# Week 2 Day 2: LLM Security Considerations, Accessing LLMs Programmatically

## Agenda
- OWASP Top 10 Security Vulnerabilities for LLMs
- Accessing HuggingFace model via Inference API
- A very, very simple RAG!

### [OWASP top 10 vulnerabilities for applications utilizing LLM](https://owasp.org/www-project-top-10-for-large-language-model-applications/assets/PDF/OWASP-Top-10-for-LLMs-2023-v05.pdf)

1. Prompt Injections
2. Insecure Output Handling
3. Training Data Poisoning
4. Denial of Service
5. Supply Chain
6. Permission Issues
7. Data Leakage
8. Excessive Agency
9. Overreliance
10. Insecure Plugins

#### Simple steps to take to enhance your LLM applications' security (according to OWASP and others)
- apply the principle of least privileges to LLMs as well
- sanitize and scrub user inputs (of any malicious content, but also PII you don't want entering system)
- validate llm outputs (treat it as if it's any other user)
- cap resource use per request

## Programmatic Access to LLM
HuggingFace's Inference API offers a very simple and easy to use interface for interacting with models hosted in their infrastructure.

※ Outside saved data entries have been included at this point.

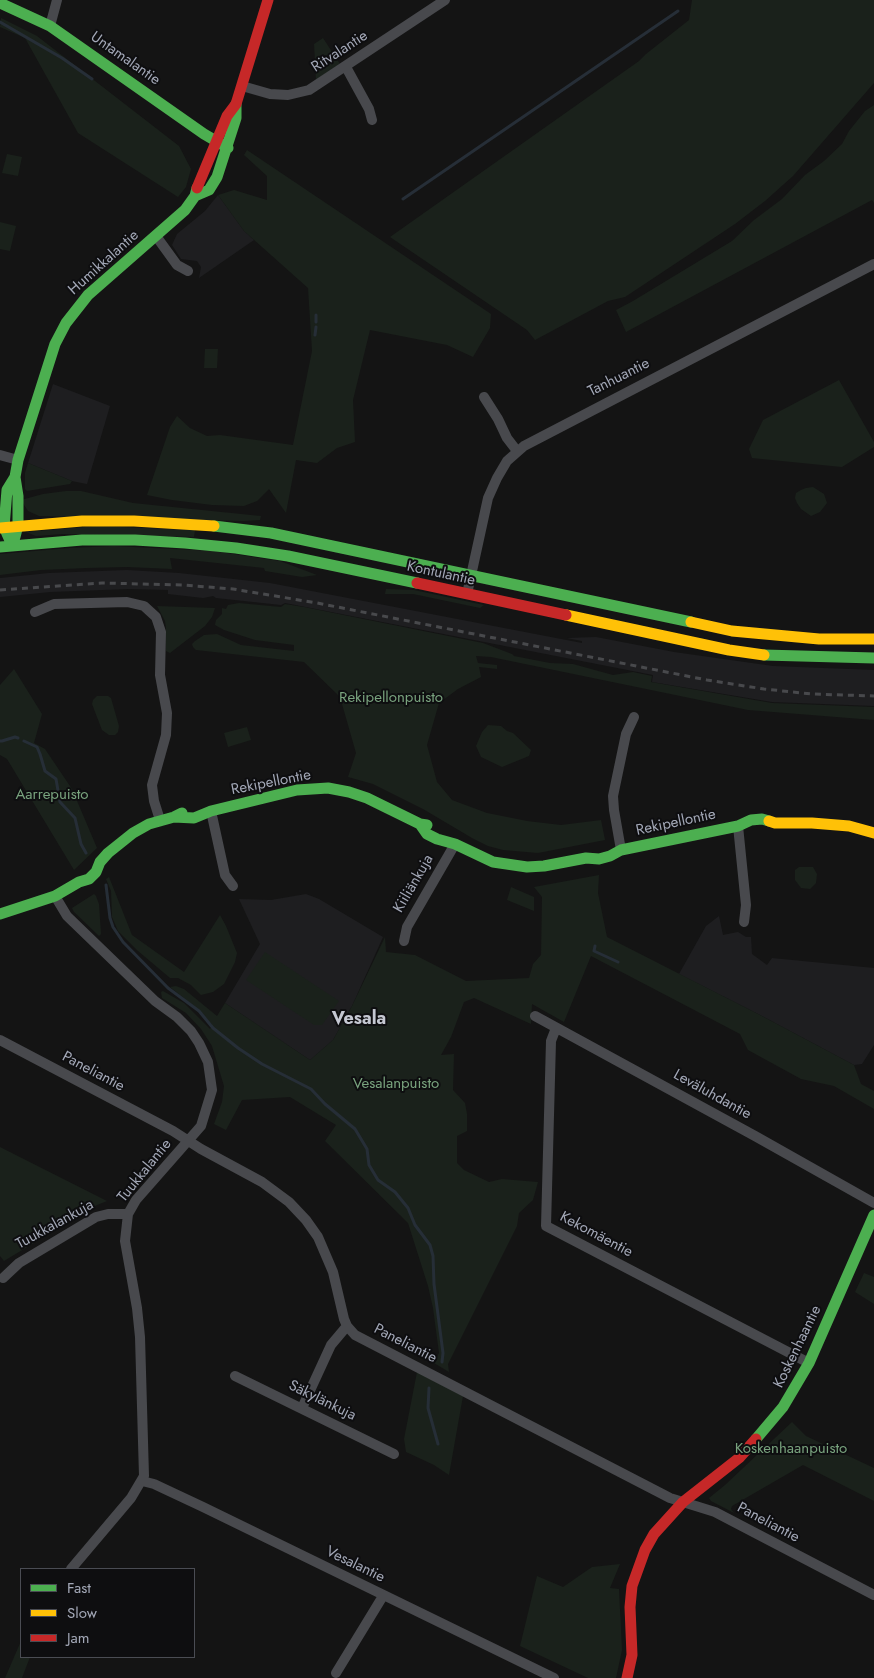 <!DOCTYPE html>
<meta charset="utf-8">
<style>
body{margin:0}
#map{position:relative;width:874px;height:1678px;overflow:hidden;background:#141414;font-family:Jost,sans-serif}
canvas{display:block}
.legend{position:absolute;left:20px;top:1568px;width:175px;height:90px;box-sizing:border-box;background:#0e0e10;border:1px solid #4a4c53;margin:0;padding:6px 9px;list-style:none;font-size:15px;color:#a3a8b7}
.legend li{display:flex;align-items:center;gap:10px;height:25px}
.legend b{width:25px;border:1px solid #4a4c53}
</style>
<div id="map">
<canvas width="874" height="1678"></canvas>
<ul class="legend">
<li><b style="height:6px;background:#4caf50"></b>Fast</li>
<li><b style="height:6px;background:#ffc107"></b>Slow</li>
<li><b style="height:6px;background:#c62828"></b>Jam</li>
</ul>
</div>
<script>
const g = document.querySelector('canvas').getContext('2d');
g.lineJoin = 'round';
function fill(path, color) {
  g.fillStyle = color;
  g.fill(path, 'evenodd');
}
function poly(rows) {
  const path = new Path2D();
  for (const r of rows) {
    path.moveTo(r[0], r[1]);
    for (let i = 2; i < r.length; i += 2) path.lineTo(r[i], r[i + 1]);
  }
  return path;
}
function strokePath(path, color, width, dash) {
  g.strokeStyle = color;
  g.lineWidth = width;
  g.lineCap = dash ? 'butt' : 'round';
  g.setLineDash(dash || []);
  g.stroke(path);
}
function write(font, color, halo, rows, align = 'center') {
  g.font = font + ' Jost,sans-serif';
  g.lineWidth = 4;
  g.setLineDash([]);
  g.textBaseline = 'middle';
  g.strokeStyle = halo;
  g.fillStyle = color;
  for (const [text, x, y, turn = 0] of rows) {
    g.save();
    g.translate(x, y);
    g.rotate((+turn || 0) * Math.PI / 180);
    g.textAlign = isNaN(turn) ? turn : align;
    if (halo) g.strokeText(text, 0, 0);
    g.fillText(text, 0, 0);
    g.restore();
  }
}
fill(poly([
 [218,195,244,231,254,240,199,278,201,267,197,261,181,259,172,245,177,234,205,211],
 [53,384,110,406,87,484,72,481,28,463],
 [127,570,179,573,270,583,582,643,582,641,567,638,596,637,674,652,773,666,874,670,874,706,772,702,652,682,653,675,285,603,281,605,216,598,213,596,203,598,168,594,168,590,129,589,50,592,0,597,0,578,49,573],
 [306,894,319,899,383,937,352,1006,333,1040,310,1060,225,1003,260,944,239,899,271,900],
 [719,916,723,935,738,932,746,937,751,937,752,954,767,965,772,958,874,968,874,1045,862,1064,854,1065,760,1015,679,974,706,926]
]), '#1e1e20');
fill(poly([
 [692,0,874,0,874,83,793,176,765,201,735,224,625,297,608,301,535,340,527,330,390,237,639,61,646,54,689,20],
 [1,18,37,36,179,146,191,169,186,187,178,197,78,133,25,38,0,27],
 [323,38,340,64,316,80,314,44],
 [874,105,874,203,872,200,626,332,616,310,633,301,732,241,754,220,782,199,805,175,824,161,842,144,849,131,865,111],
 [247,150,491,314,490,328,473,357,447,345,370,330,353,400,355,442,337,448,317,463,296,460,286,513,269,489,257,501,244,506,212,505,172,500,147,495,170,427,177,416,190,428,207,436,220,435,293,445,312,351,308,288,244,231,218,195,234,190,267,200,267,176,244,155],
 [7,154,22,157,18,176,2,173],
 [0,222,16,226,10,251,0,249],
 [205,349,218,349,217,368,204,368],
 [839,380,874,442,874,447,842,467,752,458,749,449,763,420],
 [28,463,72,481,70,484,27,491,25,489,25,473],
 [813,487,824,494,827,503,820,512,811,516,801,509,797,503,795,498,796,493,801,490,806,488],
 [66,491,81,491,133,503,261,516,260,520,244,521,39,516,28,511,21,500,43,494],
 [96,526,195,530,194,537,63,534,36,536,26,532],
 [114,546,213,551,280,561,317,575,302,577,265,571,264,568,170,558,172,569,127,567,87,568,41,570,0,575,0,554,69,548],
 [386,589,414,590,484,605,480,608,413,594,385,594],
 [239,603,281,607,285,604,304,607,483,643,512,654,514,656,550,663,573,664,613,675,633,672,652,676,651,682,772,703,874,707,874,720,748,710,491,657,476,656,478,663,497,665,497,669,479,667,481,677,458,689,439,703,427,745,437,782,452,800,487,813,527,821,561,825,601,820,605,840,538,853,503,850,488,846,472,838,423,809,373,784,348,777,356,753,340,697,304,662,196,650,193,647,192,644,195,641,204,635,217,634,241,645,294,651,294,645,255,640,224,630,215,625,216,620,222,614,222,608,226,609,228,605],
 [157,606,215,608,212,617,205,626,170,653,166,651,166,628,165,621],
 [14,669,42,714,34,743,45,749,72,789,97,848,74,870,7,759,0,755,0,685],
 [97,696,108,696,111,698,119,726,118,732,115,735,109,735,102,730,92,704,93,700],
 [488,725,501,726,507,731,513,733,531,750,529,756,502,767,481,757,476,746,482,732],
 [247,727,251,740,228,747,224,733],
 [799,867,813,867,817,874,816,883,810,889,801,888,795,880,795,870],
 [599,875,598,893,607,937,760,1015,854,1065,861,1084,874,1091,874,1109,834,1086,801,1079,748,1050,740,1034,591,956,564,1022,532,1004,531,1024,474,998,464,1002,451,1037,441,1055,454,1054,453,1090,465,1103,467,1114,467,1131,457,1136,457,1163,464,1170,489,1182,502,1179,538,1182,533,1200,519,1213,517,1226,448,1364,449,1372,434,1363,439,1353,433,1308,428,1286,408,1223,325,1141,336,1125,290,1097,242,1100,226,1130,214,1124,222,1102,224,1086,212,1046,201,1029,186,1013,162,998,161,992,163,991,184,1003,210,1029,212,1025,200,1011,170,987,176,986,184,989,217,1016,225,1003,310,1060,333,1040,352,1006,385,937,386,952,415,955,466,981,529,978,533,964,541,955,542,897,534,887],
 [109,877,132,935,184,972,220,915,226,926,237,953,235,962,224,984,213,992,201,995,191,985,178,978,170,978,138,951,118,931,112,917,111,891,106,879],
 [511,887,534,897,534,911,507,900],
 [94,894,96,896,99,904,101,934,99,936,74,912,72,908],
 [265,952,339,1001,322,1025,314,1025,246,980],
 [0,1147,107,1201,97,1205,4,1261,0,1256],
 [864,1273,874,1277,874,1304,855,1292],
 [417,1372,463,1396,449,1475,434,1465,406,1452,404,1439],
 [792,1422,806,1436,874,1468,874,1501,803,1465,732,1506,731,1509,734,1513,711,1501,709,1498,725,1485],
 [620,1564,610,1588,619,1589,622,1650,616,1678,588,1678,520,1646,537,1576,563,1587,592,1567],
 [21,1641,21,1657,30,1657,22,1678,5,1678]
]), '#1a211b');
strokePath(poly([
 [0,22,62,58,92,79],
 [403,199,678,11],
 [316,322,316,315],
 [315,335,316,327],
 [0,741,2,741,15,737,18,738],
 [24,741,37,747,40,754,45,771,56,779,60,802,75,818,81,844,86,853],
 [106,885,110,918,113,927,123,942,168,988,199,1011,213,1028,238,1048,262,1064,311,1089,325,1104,355,1129,367,1149,369,1165,378,1180,395,1192,408,1208,415,1225,430,1245,433,1256,434,1284,443,1353,442,1362],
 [595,946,594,951,618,962],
 [429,1388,428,1408,438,1444]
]), '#262e37', 3);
strokePath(poly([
 [50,26,57,0],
 [346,67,369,109,372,120],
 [242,86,270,94,288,95,309,90,445,0],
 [156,236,177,265,188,271],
 [484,397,498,419,507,438,517,451],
 [0,455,18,460],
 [467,594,488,498,497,478,507,461,524,446,874,264],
 [35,612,54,604,127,602,144,606,156,617,161,632,160,675,167,713,166,735,152,785,154,801,160,820],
 [211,811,225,875,233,886],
 [738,826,746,905,744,922],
 [621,850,614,810,613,796,626,734,634,717],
 [55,896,67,916,155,1001,177,1017,191,1031,199,1043,208,1062,212,1090,201,1126,136,1200,128,1214,125,1241,137,1308,140,1337,144,1476,131,1498,71,1569],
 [404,941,407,927,455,844],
 [535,1016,755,1136,874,1203],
 [556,1028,551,1041,546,1226,809,1363],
 [0,1040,173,1131,201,1149,262,1182,289,1202,306,1220,318,1237,333,1272,344,1319,347,1326,355,1335,670,1498,715,1512,874,1595],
 [3,1278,19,1263,96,1217,108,1214,128,1214],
 [235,1376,394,1454],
 [302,1408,331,1345,347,1326],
 [142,1481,154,1484,203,1507,554,1678],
 [336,1673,383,1596]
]), '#48494d', 10);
strokePath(poly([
 [0,3,50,26,204,134,228,148],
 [195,196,209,190,217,177,236,118,236,104],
 [15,477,18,496,18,525,15,537],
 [214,526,271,533,691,622],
 [12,545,4,527,7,490,15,477,18,460,55,344,66,323,88,295,185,210,195,196,197,188],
 [0,547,82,540,135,540,185,543,236,548,288,556,417,583],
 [764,655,874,658],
 [174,817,194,818,211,811,297,790,328,788,349,792,367,798,420,824,427,825],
 [420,824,427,834,437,839,455,844,493,862,527,867,544,866,586,858,599,859,610,856,621,850,738,826,751,820,762,819,769,821],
 [0,914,55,896,79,882,89,879,96,872,100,862,108,853,133,833,149,824,174,817,182,813],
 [756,1439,783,1407,809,1363,874,1215]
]), '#4caf50', 11);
strokePath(poly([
 [0,528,82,521,134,521,214,526],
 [566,615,729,650,764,655],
 [691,622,732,631,819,639,874,639],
 [769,821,775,823,812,823,849,826,874,833]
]), '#ffc107', 11);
strokePath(poly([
 [197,188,227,116,236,104,268,0],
 [417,583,566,615],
 [627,1678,632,1655,630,1607,632,1586,645,1550,654,1534,683,1502,739,1458,756,1439]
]), '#c62828', 11);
strokePath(poly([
 [0,590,102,583,182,585,233,589,317,603,707,680,764,689,812,694,874,696]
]), '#48494c', 3, [6, 5]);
write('15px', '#a3a8b7', '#0e0e10', [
 ["Ritvalantie",340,52,-33],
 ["Untamalantie",125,59,35],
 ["Humikkalantie",104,263,-42],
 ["Tanhuantie",619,378,-27],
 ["Kontulantie",441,574,12],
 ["Rekipellontie",271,783,-11],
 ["Rekipellontie",676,823,-12],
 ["Kiiliänkuja",414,884,-60],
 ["Paneliantie",93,1072,28],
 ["Leväluhdantie",712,1095,29],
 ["Tuukkalantie",145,1171,-51],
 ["Tuukkalankuja",55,1225,-29],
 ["Kekomäentie",596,1235,28],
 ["Paneliantie",405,1344,27],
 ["Koskenhaantie",798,1347,-64],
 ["Säkylänkuja",322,1401,26],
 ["Paneliantie",768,1523,28],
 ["Vesalantie",355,1565,26]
]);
write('15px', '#79a37e', '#0e0e10', [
 ["Rekipellonpuisto",391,698],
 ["Aarrepuisto",52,795],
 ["Vesalanpuisto",396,1084],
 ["Koskenhaanpuisto",791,1449]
]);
write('bold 18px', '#c5c8d2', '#0e0e10', [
 ["Vesala",359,1020]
]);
</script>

All you need to do is make an HTTP request!

In [18]:
# Let's make an http request to an llm
API_URL = "api_url"
headers = {"Authorization": "Bearer api_key"}


In [29]:
import requests

simple_payload = {
    "inputs": "My name is Juniper. What's my name?"
}

def query_llm(payload):
    response = requests.post(API_URL, json=payload, headers=headers)
    print(response.json())

query_llm(simple_payload)

[{'generated_text': "\n\nI'm a girl. What's my name?\n\nI'm a"}]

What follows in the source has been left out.